In 64-bit mode, the operand size fixed at 8+2 bytes. The instruction stores 8-byte base and 2-byte limit values.

SIDT is only useful in operating-system software; however, it can be used in application programs without causing an exception to be generated. See “LGDT/LIDT—Load Global/Interrupt Descriptor Table Register” in Chapter 3, Intel® 64 and IA-32 Architectures Software Developer’s Manual, Volume 2A, for information on loading the GDTR and IDTR.

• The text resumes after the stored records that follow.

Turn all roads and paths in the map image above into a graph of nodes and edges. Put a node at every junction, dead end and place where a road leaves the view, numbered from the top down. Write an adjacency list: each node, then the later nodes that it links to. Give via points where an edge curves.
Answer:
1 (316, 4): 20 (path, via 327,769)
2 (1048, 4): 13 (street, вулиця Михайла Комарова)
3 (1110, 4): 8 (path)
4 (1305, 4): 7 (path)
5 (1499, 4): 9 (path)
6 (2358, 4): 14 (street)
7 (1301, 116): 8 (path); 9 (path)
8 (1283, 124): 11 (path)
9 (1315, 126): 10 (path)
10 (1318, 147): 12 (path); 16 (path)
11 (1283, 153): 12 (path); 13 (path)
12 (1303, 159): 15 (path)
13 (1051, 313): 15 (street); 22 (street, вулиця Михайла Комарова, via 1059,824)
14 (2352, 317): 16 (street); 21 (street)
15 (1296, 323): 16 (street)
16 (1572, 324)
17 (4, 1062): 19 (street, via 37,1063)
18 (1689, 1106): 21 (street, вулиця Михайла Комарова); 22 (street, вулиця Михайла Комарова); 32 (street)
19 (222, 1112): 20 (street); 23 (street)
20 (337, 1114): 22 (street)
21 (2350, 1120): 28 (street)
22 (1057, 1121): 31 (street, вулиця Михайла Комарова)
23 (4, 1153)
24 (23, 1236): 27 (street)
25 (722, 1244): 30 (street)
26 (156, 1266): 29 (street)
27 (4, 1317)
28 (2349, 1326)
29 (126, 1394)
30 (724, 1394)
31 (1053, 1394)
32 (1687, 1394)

IA-32 Architecture Compatibility

The 16-bit form of SIDT is compatible with the Intel 286 processor if the upper 8 bits are not referenced. The Intel 286 processor fills these bits with 1s; the Pentium 4, Intel Xeon, P6 processor family, Pentium, Intel486, and Intel386 processors fill these bits with 0s.

Operation

IF instruction is SIDT
    THEN
         IF OperandSize = 16
              THEN
                    DEST[0:15] ← IDTR(Limit);
                    DEST[16:39] ← IDTR(Base); (* 24 bits of base address stored; *)
                    DEST[40:47] ← 0;
              ELSE IF (32-bit Operand Size)
                    DEST[0:15] ← IDTR(Limit);
                    DEST[16:47] ← IDTR(Base); FI; (* Full 32-bit base address stored *)
              ELSE (* 64-bit Operand Size *)
                    DEST[0:15] ← IDTR(Limit);
                    DEST[16:79] ← IDTR(Base); (* Full 64-bit base address stored *)
         FI;
FI;

Flags Affected

None.

Protected Mode Exceptions

#GP(0) If the destination is located in a non-writable segment. If a memory operand effective address is outside the CS, DS, ES, FS, or GS segment limit. If the DS, ES, FS, or GS register is used to access memory and it contains a NULL segment selector.
#SS(0) If a memory operand effective address is outside the SS segment limit.
#PF(fault-code) If a page fault occurs.
#AC(0) If alignment checking is enabled and an unaligned memory reference is made while the current privilege level is 3.
#UD If the LOCK prefix is used.

Real-Address Mode Exceptions

#GP If a memory operand effective address is outside the CS, DS, ES, FS, or GS segment limit.
#SS If a memory operand effective address is outside the SS segment limit.
#UD If the LOCK prefix is used.

Virtual-8086 Mode Exceptions

#GP(0) If a memory operand effective address is outside the CS, DS, ES, FS, or GS segment limit.
#SS(0) If a memory operand effective address is outside the SS segment limit.
#PF(fault-code) If a page fault occurs.
#AC(0) If alignment checking is enabled and an unaligned memory reference is made.
#UD If the LOCK prefix is used.

Compatibility Mode Exceptions

Same exceptions as in protected mode.

64-Bit Mode Exceptions

#SS(0) If a memory address referencing the SS segment is in a non-canonical form.
#UD If the destination operand is a register. If the LOCK prefix is used.
#GP(0) If the memory address is in a non-canonical form.
#PF(fault-code) If a page fault occurs.
#AC(0) If alignment checking is enabled and an unaligned memory reference is made while the current privilege level is 3.